Stephen J. Yalof - President, CEO & Director
Well, today's watchlist is significantly less than last year's watchlist was. And I definitely agree with you that COVID accelerated retailer bankruptcies. But fortunately, a lot of the bankruptcies were restructures, not liquidations. And in that connection, we were able to save a lot of retailers in our portfolio. I mentioned earlier that we favored occupancy in 2020. We wanted to make sure that our retailers stayed in our shopping centers, that we could weather the COVID pandemic together. And we feel optimistic that when the vaccine rolls out, that people return to normal life and normal shopping cadence, it's best to have these stores open and operating than not.
Caitlin Burrows - Research Analyst
So I guess it sounds like with the acceleration of, or pull-forward possibly of bankruptcy activity in 2020, we're at a smaller watchlist today.
I guess one thing you guys maybe had pointed out in the past, and you just mentioned now, was how there were a lot of restructures versus liquidations. Do you expect that the retailers who have restructured, they're kind of done? Or do you think there's some risk that there could be, I guess, bankruptcy part two? Or how do you think those retailers are doing now?
Stephen J. Yalof - President, CEO & Director
Well, first of all, I think that they like the outlet channel. I think that we're a low cost of occupancy, low cost of entry, and we're seeing a lot of the retailers that may have had other results in other brick-and-mortar formats stick with us in the outlet channel. I think that's a great place for them to do business. They can control their pricing. They can control their product. They can control their placement. And our traffic numbers have definitely supported the fact that they're seeing customers through that channel.
So I would venture to say that no material surprises based on what we've shared with you relative to what we believe we're going to be getting back. And our expectation is we will probably work out with a lot of those retailers to keep them in occupancy. A lot of those workouts will be short-term in nature so that when the market returns, when sales return, we'll be able to reprice our real estate accordingly.

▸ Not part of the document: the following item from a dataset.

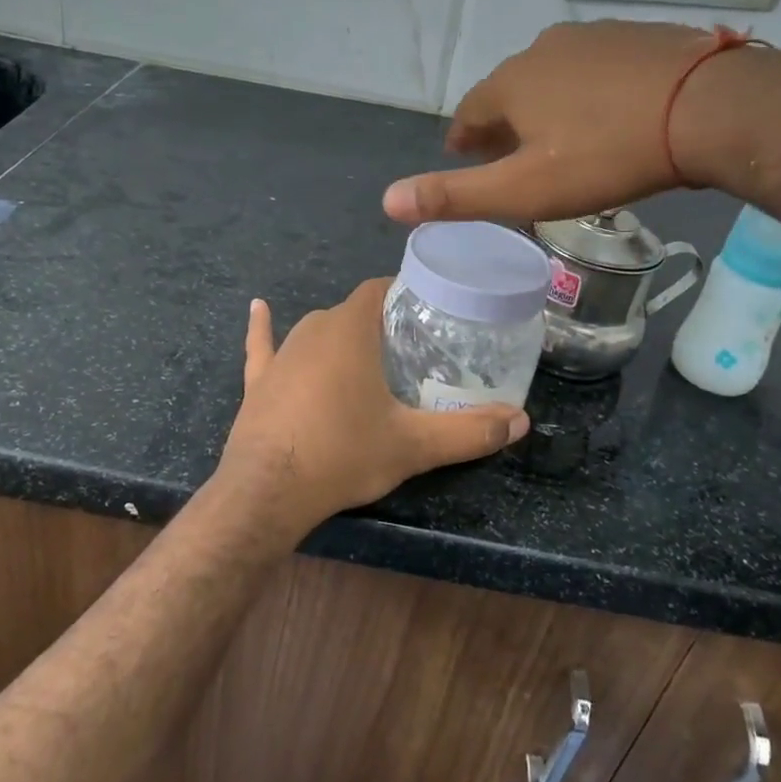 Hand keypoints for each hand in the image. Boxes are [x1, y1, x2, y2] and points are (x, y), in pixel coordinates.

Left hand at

Caitlin Burrows - Research Analyst
And then maybe just one last one, back to the balance sheet side again. Given that Tanger's current credit ratings have a negative outlook, what do you think the risk is of a downgrade in a theoretical case of what would the impact be? Or is that not something that you're concerned about right now?
James F. Williams - Executive VP & CFO
Look, we're in constant communication with our rating agencies to keep them up-to-date on our progress that we're making and the trends. I don't want to speculate what they're likely to do. That's not in our control other than keeping them up to date, as I mentioned. Certainly, our debt metrics aren't as strong as they were a year ago. As you said, net debt to EBITDA is now what was 7.1x or 7.2x. So we're mindful of where that is. If there are downgrades, there is an implied cost, but it's not a significant cost in the spreads of our -- that's embedded in our term loan and line of credit, but it's not significant.
Operator
This concludes our question-and-answer session. I would like to turn the conference back over to Steven Tanger for any closing remarks.
Steven B. Tanger - Executive Chair
I want to once again thank everybody for joining our call today. We wish you and your families well. Please be safe, and we'll talk to you again in 90 days. Goodbye.
Operator
The conference has now concluded. Thank you for attending today's presentation. You may now disconnect.